__Work item__
Restate the following records word for word without images.
::: Records
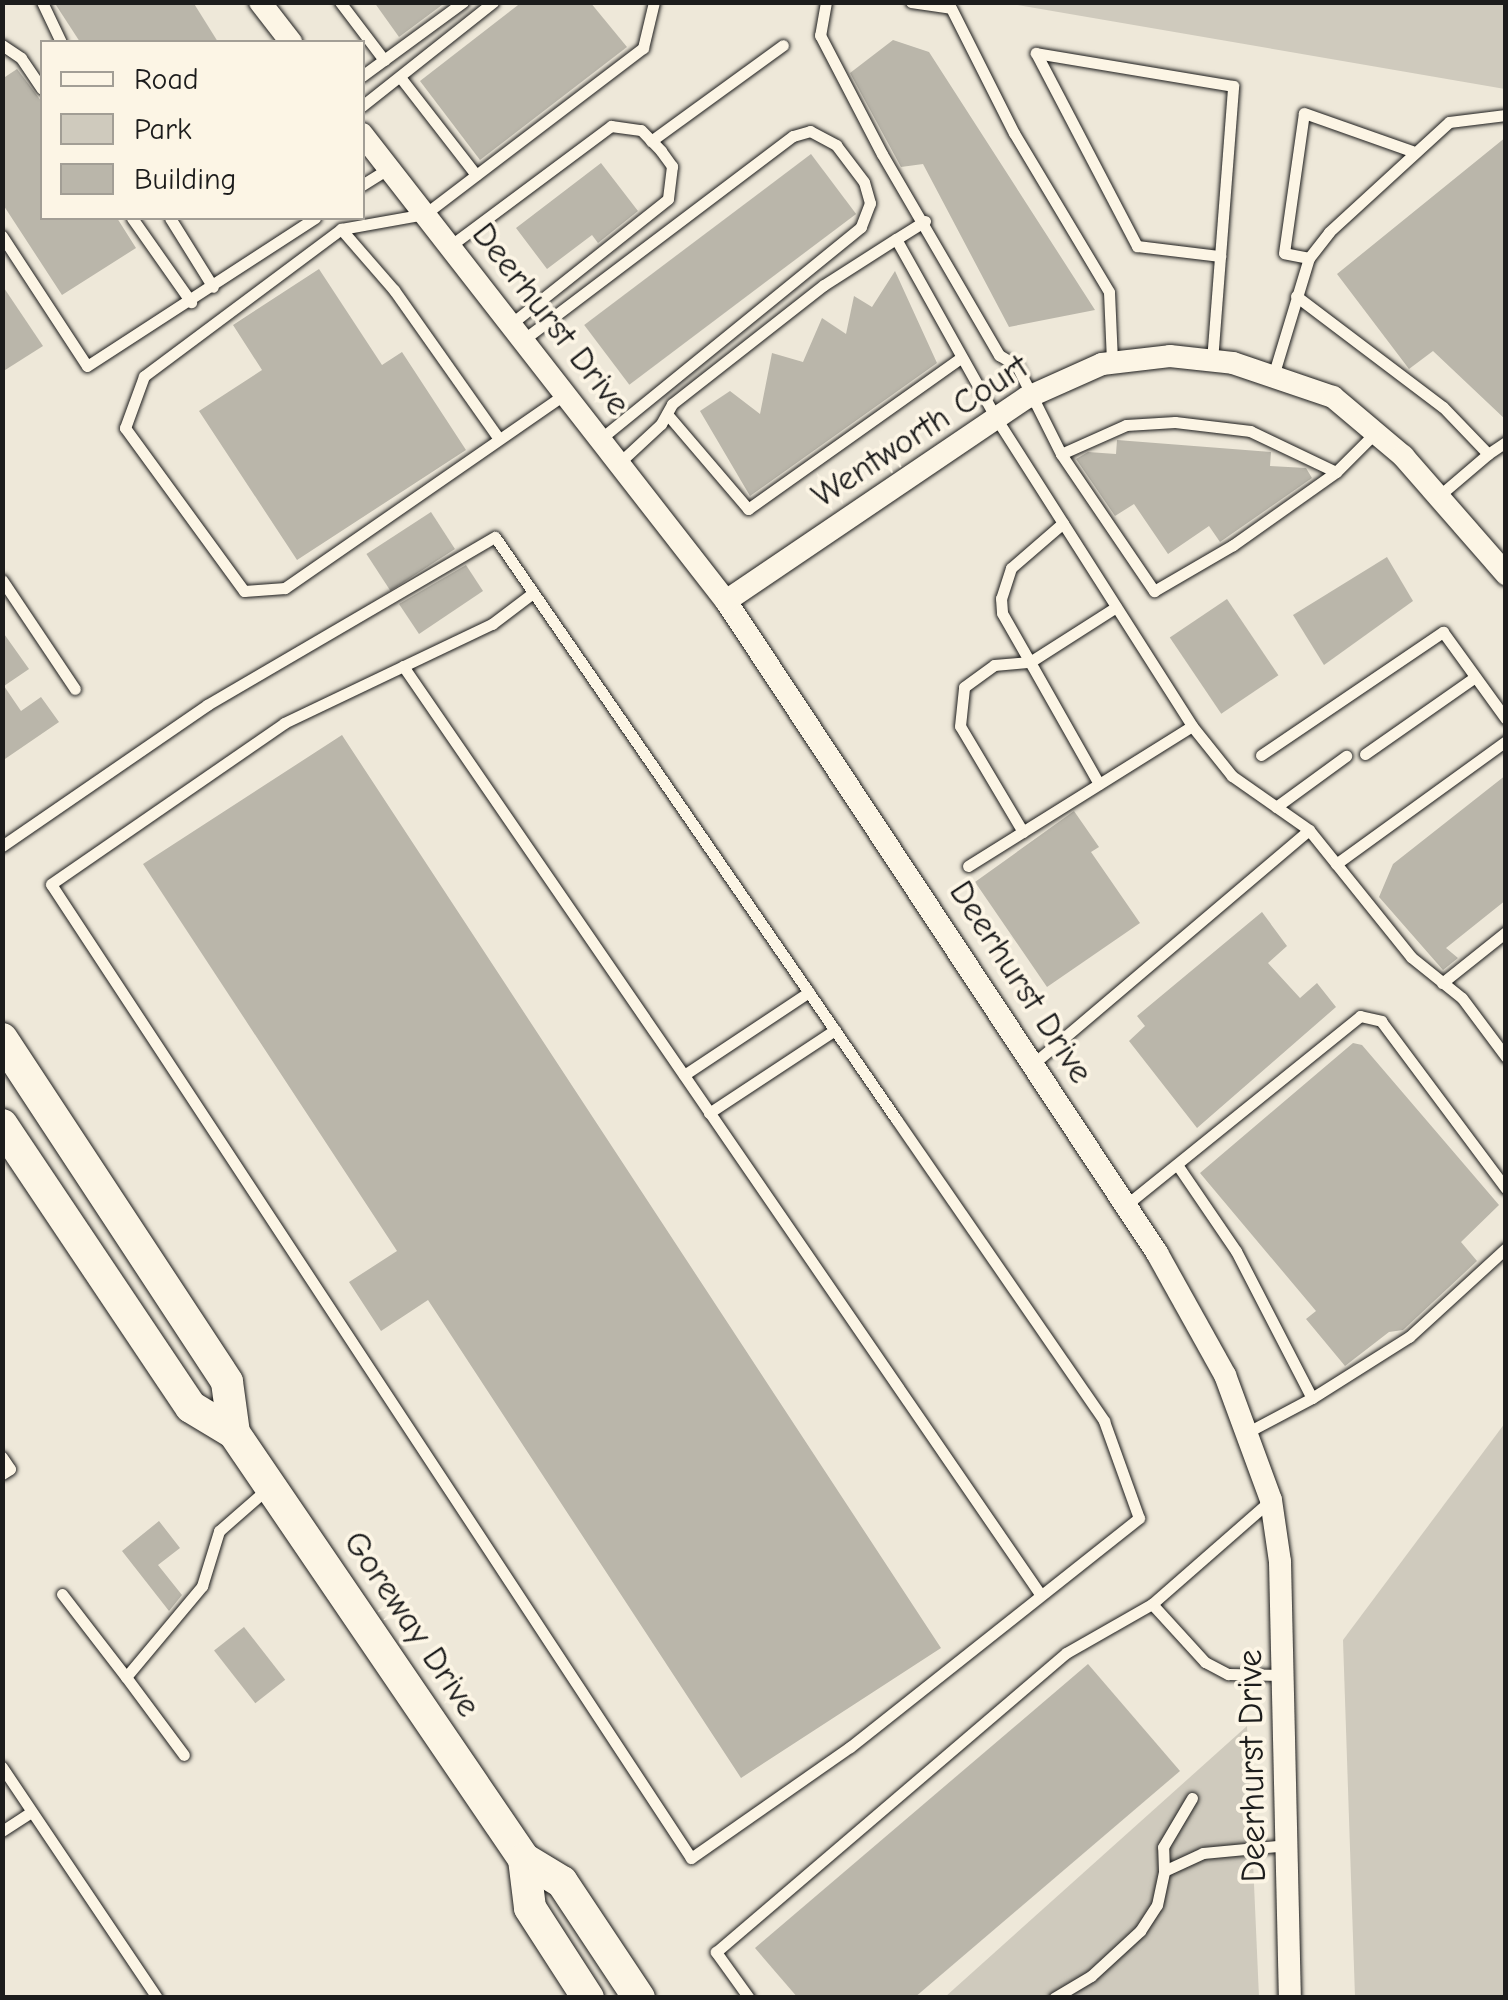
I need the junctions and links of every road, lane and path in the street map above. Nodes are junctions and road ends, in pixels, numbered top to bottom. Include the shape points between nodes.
1 (42, 2) edge
2 (340, 2) edge
3 (463, 2) edge
4 (494, 2) edge
5 (654, 2) edge
6 (826, 2) edge
7 (912, 2) edge
8 (264, 4) edge
9 (60, 40) edge
10 (290, 40) edge
11 (2, 45) edge
12 (783, 45) dead end
13 (384, 60) junction
14 (365, 74) edge
15 (400, 76) junction
16 (40, 86) edge
17 (365, 104) edge
18 (1506, 115) edge
19 (365, 138) edge
20 (652, 141) junction
21 (1412, 152) junction
22 (388, 168) junction
23 (476, 174) junction
24 (365, 183) edge
25 (425, 214) junction
26 (133, 220) edge
27 (171, 220) edge
28 (312, 220) edge
29 (925, 221) junction
30 (341, 229) junction
31 (2, 236) edge
32 (896, 239) junction
33 (450, 246) junction
34 (1220, 256) junction
35 (1309, 258) junction
36 (213, 287) junction
37 (1296, 296) junction
38 (191, 302) junction
39 (517, 332) junction
40 (962, 357) junction
41 (1212, 360) junction
42 (1112, 362) junction
43 (1274, 373) junction
44 (565, 394) junction
45 (1032, 396) junction
46 (667, 414) junction
47 (996, 418) junction
48 (1377, 431) junction
49 (600, 438) junction
50 (499, 440) junction
51 (1506, 442) edge
52 (1061, 454) junction
53 (1488, 454) junction
54 (619, 463) junction
55 (1336, 472) junction
56 (1440, 495) junction
57 (1063, 523) junction
58 (1506, 574) edge
59 (2, 580) edge
60 (534, 593) junction
61 (726, 601) junction
62 (1116, 607) junction
63 (1030, 662) junction
64 (403, 666) junction
65 (1476, 677) junction
66 (76, 688) dead end
67 (1506, 719) edge
68 (1192, 726) junction
69 (1506, 741) edge
70 (1365, 754) dead end
71 (1261, 755) dead end
72 (1346, 756) dead end
73 (1099, 784) junction
74 (1276, 807) junction
75 (1309, 830) junction
76 (1023, 832) junction
77 (2, 846) edge
78 (1336, 864) junction
79 (968, 866) dead end
80 (1506, 932) edge
81 (1442, 984) junction
82 (809, 992) junction
83 (835, 1030) junction
84 (1506, 1031) edge
85 (2, 1039) edge
86 (1493, 1040) junction
87 (1506, 1057) edge
88 (1033, 1064) junction
89 (684, 1075) junction
90 (710, 1113) junction
91 (2, 1125) edge
92 (1178, 1166) junction
93 (1506, 1189) edge
94 (1126, 1205) junction
95 (1506, 1248) edge
96 (1312, 1398) junction
97 (1246, 1432) junction
98 (234, 1433) junction
99 (2, 1458) edge
100 (2, 1474) edge
101 (270, 1486) junction
102 (1271, 1500) junction
103 (62, 1594) dead end
104 (1040, 1594) junction
105 (1152, 1604) junction
106 (1287, 1675) junction
107 (126, 1676) junction
108 (184, 1755) dead end
109 (2, 1766) edge
110 (1192, 1798) dead end
111 (32, 1812) junction
112 (2, 1831) edge
113 (1288, 1845) junction
114 (524, 1859) junction
115 (1164, 1871) junction
116 (157, 1998) edge
117 (588, 1998) edge
118 (639, 1998) edge
119 (750, 1998) edge
120 (1054, 1998) edge
121 (1290, 1998) edge

1 - 9 lane
2 - 13 lane
3 - 13 lane
4 - 15 lane
5 - 23 lane via 642,48
6 - 29 lane via 820,34
7 - 42 lane via 951,8 1014,132 1109,292
8 - 10 street
11 - 16 lane via 21,58
12 - 20 lane
13 - 14 lane
15 - 17 lane
15 - 23 lane
18 - 21 lane via 1449,122
19 - 22 street, Deerhurst Drive
20 - 33 lane via 627,123 611,126
20 - 39 lane via 672,166 668,198
21 - 35 lane
21 - 35 lane via 1304,113 1284,253
22 - 24 lane
22 - 25 street, Deerhurst Drive
23 - 25 lane
25 - 30 lane
25 - 33 street, Deerhurst Drive
26 - 38 lane
27 - 36 lane
28 - 36 lane
29 - 32 lane
29 - 45 lane via 999,356 1016,366
30 - 50 lane via 394,290
30 - 50 lane via 144,376 125,428 244,591 285,588
31 - 38 lane via 87,366
32 - 40 lane
32 - 46 lane via 824,285
33 - 39 street, Deerhurst Drive
34 - 34 lane via 1233,86 1036,53 1137,246
34 - 41 lane
35 - 37 lane
36 - 38 lane
37 - 43 lane
37 - 53 lane via 1443,408
39 - 44 street, Deerhurst Drive
39 - 49 lane via 793,136 810,131 836,145 864,182 870,204 861,228
40 - 46 lane via 748,509
40 - 47 lane
41 - 42 street, Wentworth Court
41 - 43 street, Wentworth Court
42 - 45 street, Wentworth Court
43 - 48 street, Wentworth Court via 1333,397
44 - 49 street, Deerhurst Drive
44 - 50 lane
45 - 47 street, Wentworth Court
45 - 52 lane
46 - 54 lane
47 - 57 lane
47 - 61 street, Wentworth Court
48 - 55 lane
48 - 56 street, Wentworth Court
49 - 54 street, Deerhurst Drive
51 - 53 lane
52 - 55 lane via 1126,425 1174,422 1250,431
52 - 55 lane via 1154,591
53 - 56 lane
54 - 61 street, Deerhurst Drive
56 - 58 street, Wentworth Court
57 - 62 lane
57 - 63 lane via 1011,568 1001,598 1002,613
59 - 66 lane
60 - 64 lane via 492,624
60 - 77 lane via 495,538 207,705
60 - 82 lane
61 - 88 street, Deerhurst Drive
62 - 63 lane
62 - 68 lane
63 - 73 lane
63 - 76 lane via 994,665 964,687 958,706 960,726
64 - 89 lane
64 - 104 lane via 284,723 51,884 691,1858 850,1747
65 - 67 lane
65 - 70 lane
65 - 71 lane via 1443,632
68 - 73 lane
68 - 74 lane via 1232,776
69 - 78 lane
72 - 74 lane
73 - 76 lane
74 - 75 lane
75 - 78 lane
75 - 88 lane
76 - 79 lane
78 - 81 lane via 1411,957
80 - 81 lane
81 - 86 lane via 1462,998
82 - 83 lane
82 - 89 lane
83 - 90 lane
83 - 104 lane via 1104,1422 1139,1518
84 - 86 lane
85 - 98 main road, Goreway Drive via 227,1382
86 - 87 lane
88 - 94 street, Deerhurst Drive
89 - 90 lane
90 - 104 lane
91 - 98 main road, Goreway Drive via 191,1406
92 - 93 lane via 1360,1016 1381,1022
92 - 94 lane
92 - 96 lane via 1236,1252
94 - 97 street, Deerhurst Drive via 1225,1374
95 - 96 lane via 1409,1337
96 - 97 lane
97 - 102 street, Deerhurst Drive
98 - 101 main road, Goreway Drive
99 - 100 lane via 10,1469
101 - 107 lane via 218,1531 202,1586
101 - 114 main road, Goreway Drive
102 - 105 lane
102 - 106 street, Deerhurst Drive
103 - 107 lane
105 - 106 lane via 1205,1662 1228,1674
105 - 119 lane via 1066,1653 716,1952
106 - 113 street, Deerhurst Drive
107 - 108 lane
109 - 111 lane
110 - 115 lane via 1162,1848
111 - 112 lane
111 - 116 lane
113 - 115 lane via 1202,1852
113 - 121 street, Deerhurst Drive
114 - 117 main road, Goreway Drive via 530,1908
114 - 118 main road, Goreway Drive via 562,1882
115 - 120 lane via 1157,1905 1140,1931 1091,1976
::::::
__Solution below__
I need the junctions and links of every road, lane and path in the street map above. Nodes are junctions and road ends, in pixels, numbered top to bottom. Include the shape points between nodes.
1 (42, 2) edge
2 (340, 2) edge
3 (463, 2) edge
4 (494, 2) edge
5 (654, 2) edge
6 (826, 2) edge
7 (912, 2) edge
8 (264, 4) edge
9 (60, 40) edge
10 (290, 40) edge
11 (2, 45) edge
12 (783, 45) dead end
13 (384, 60) junction
14 (365, 74) edge
15 (400, 76) junction
16 (40, 86) edge
17 (365, 104) edge
18 (1506, 115) edge
19 (365, 138) edge
20 (652, 141) junction
21 (1412, 152) junction
22 (388, 168) junction
23 (476, 174) junction
24 (365, 183) edge
25 (425, 214) junction
26 (133, 220) edge
27 (171, 220) edge
28 (312, 220) edge
29 (925, 221) junction
30 (341, 229) junction
31 (2, 236) edge
32 (896, 239) junction
33 (450, 246) junction
34 (1220, 256) junction
35 (1309, 258) junction
36 (213, 287) junction
37 (1296, 296) junction
38 (191, 302) junction
39 (517, 332) junction
40 (962, 357) junction
41 (1212, 360) junction
42 (1112, 362) junction
43 (1274, 373) junction
44 (565, 394) junction
45 (1032, 396) junction
46 (667, 414) junction
47 (996, 418) junction
48 (1377, 431) junction
49 (600, 438) junction
50 (499, 440) junction
51 (1506, 442) edge
52 (1061, 454) junction
53 (1488, 454) junction
54 (619, 463) junction
55 (1336, 472) junction
56 (1440, 495) junction
57 (1063, 523) junction
58 (1506, 574) edge
59 (2, 580) edge
60 (534, 593) junction
61 (726, 601) junction
62 (1116, 607) junction
63 (1030, 662) junction
64 (403, 666) junction
65 (1476, 677) junction
66 (76, 688) dead end
67 (1506, 719) edge
68 (1192, 726) junction
69 (1506, 741) edge
70 (1365, 754) dead end
71 (1261, 755) dead end
72 (1346, 756) dead end
73 (1099, 784) junction
74 (1276, 807) junction
75 (1309, 830) junction
76 (1023, 832) junction
77 (2, 846) edge
78 (1336, 864) junction
79 (968, 866) dead end
80 (1506, 932) edge
81 (1442, 984) junction
82 (809, 992) junction
83 (835, 1030) junction
84 (1506, 1031) edge
85 (2, 1039) edge
86 (1493, 1040) junction
87 (1506, 1057) edge
88 (1033, 1064) junction
89 (684, 1075) junction
90 (710, 1113) junction
91 (2, 1125) edge
92 (1178, 1166) junction
93 (1506, 1189) edge
94 (1126, 1205) junction
95 (1506, 1248) edge
96 (1312, 1398) junction
97 (1246, 1432) junction
98 (234, 1433) junction
99 (2, 1458) edge
100 (2, 1474) edge
101 (270, 1486) junction
102 (1271, 1500) junction
103 (62, 1594) dead end
104 (1040, 1594) junction
105 (1152, 1604) junction
106 (1287, 1675) junction
107 (126, 1676) junction
108 (184, 1755) dead end
109 (2, 1766) edge
110 (1192, 1798) dead end
111 (32, 1812) junction
112 (2, 1831) edge
113 (1288, 1845) junction
114 (524, 1859) junction
115 (1164, 1871) junction
116 (157, 1998) edge
117 (588, 1998) edge
118 (639, 1998) edge
119 (750, 1998) edge
120 (1054, 1998) edge
121 (1290, 1998) edge

1 - 9 lane
2 - 13 lane
3 - 13 lane
4 - 15 lane
5 - 23 lane via 642,48
6 - 29 lane via 820,34
7 - 42 lane via 951,8 1014,132 1109,292
8 - 10 street
11 - 16 lane via 21,58
12 - 20 lane
13 - 14 lane
15 - 17 lane
15 - 23 lane
18 - 21 lane via 1449,122
19 - 22 street, Deerhurst Drive
20 - 33 lane via 627,123 611,126
20 - 39 lane via 672,166 668,198
21 - 35 lane
21 - 35 lane via 1304,113 1284,253
22 - 24 lane
22 - 25 street, Deerhurst Drive
23 - 25 lane
25 - 30 lane
25 - 33 street, Deerhurst Drive
26 - 38 lane
27 - 36 lane
28 - 36 lane
29 - 32 lane
29 - 45 lane via 999,356 1016,366
30 - 50 lane via 394,290
30 - 50 lane via 144,376 125,428 244,591 285,588
31 - 38 lane via 87,366
32 - 40 lane
32 - 46 lane via 824,285
33 - 39 street, Deerhurst Drive
34 - 34 lane via 1233,86 1036,53 1137,246
34 - 41 lane
35 - 37 lane
36 - 38 lane
37 - 43 lane
37 - 53 lane via 1443,408
39 - 44 street, Deerhurst Drive
39 - 49 lane via 793,136 810,131 836,145 864,182 870,204 861,228
40 - 46 lane via 748,509
40 - 47 lane
41 - 42 street, Wentworth Court
41 - 43 street, Wentworth Court
42 - 45 street, Wentworth Court
43 - 48 street, Wentworth Court via 1333,397
44 - 49 street, Deerhurst Drive
44 - 50 lane
45 - 47 street, Wentworth Court
45 - 52 lane
46 - 54 lane
47 - 57 lane
47 - 61 street, Wentworth Court
48 - 55 lane
48 - 56 street, Wentworth Court
49 - 54 street, Deerhurst Drive
51 - 53 lane
52 - 55 lane via 1126,425 1174,422 1250,431
52 - 55 lane via 1154,591
53 - 56 lane
54 - 61 street, Deerhurst Drive
56 - 58 street, Wentworth Court
57 - 62 lane
57 - 63 lane via 1011,568 1001,598 1002,613
59 - 66 lane
60 - 64 lane via 492,624
60 - 77 lane via 495,538 207,705
60 - 82 lane
61 - 88 street, Deerhurst Drive
62 - 63 lane
62 - 68 lane
63 - 73 lane
63 - 76 lane via 994,665 964,687 958,706 960,726
64 - 89 lane
64 - 104 lane via 284,723 51,884 691,1858 850,1747
65 - 67 lane
65 - 70 lane
65 - 71 lane via 1443,632
68 - 73 lane
68 - 74 lane via 1232,776
69 - 78 lane
72 - 74 lane
73 - 76 lane
74 - 75 lane
75 - 78 lane
75 - 88 lane
76 - 79 lane
78 - 81 lane via 1411,957
80 - 81 lane
81 - 86 lane via 1462,998
82 - 83 lane
82 - 89 lane
83 - 90 lane
83 - 104 lane via 1104,1422 1139,1518
84 - 86 lane
85 - 98 main road, Goreway Drive via 227,1382
86 - 87 lane
88 - 94 street, Deerhurst Drive
89 - 90 lane
90 - 104 lane
91 - 98 main road, Goreway Drive via 191,1406
92 - 93 lane via 1360,1016 1381,1022
92 - 94 lane
92 - 96 lane via 1236,1252
94 - 97 street, Deerhurst Drive via 1225,1374
95 - 96 lane via 1409,1337
96 - 97 lane
97 - 102 street, Deerhurst Drive
98 - 101 main road, Goreway Drive
99 - 100 lane via 10,1469
101 - 107 lane via 218,1531 202,1586
101 - 114 main road, Goreway Drive
102 - 105 lane
102 - 106 street, Deerhurst Drive
103 - 107 lane
105 - 106 lane via 1205,1662 1228,1674
105 - 119 lane via 1066,1653 716,1952
106 - 113 street, Deerhurst Drive
107 - 108 lane
109 - 111 lane
110 - 115 lane via 1162,1848
111 - 112 lane
111 - 116 lane
113 - 115 lane via 1202,1852
113 - 121 street, Deerhurst Drive
114 - 117 main road, Goreway Drive via 530,1908
114 - 118 main road, Goreway Drive via 562,1882
115 - 120 lane via 1157,1905 1140,1931 1091,1976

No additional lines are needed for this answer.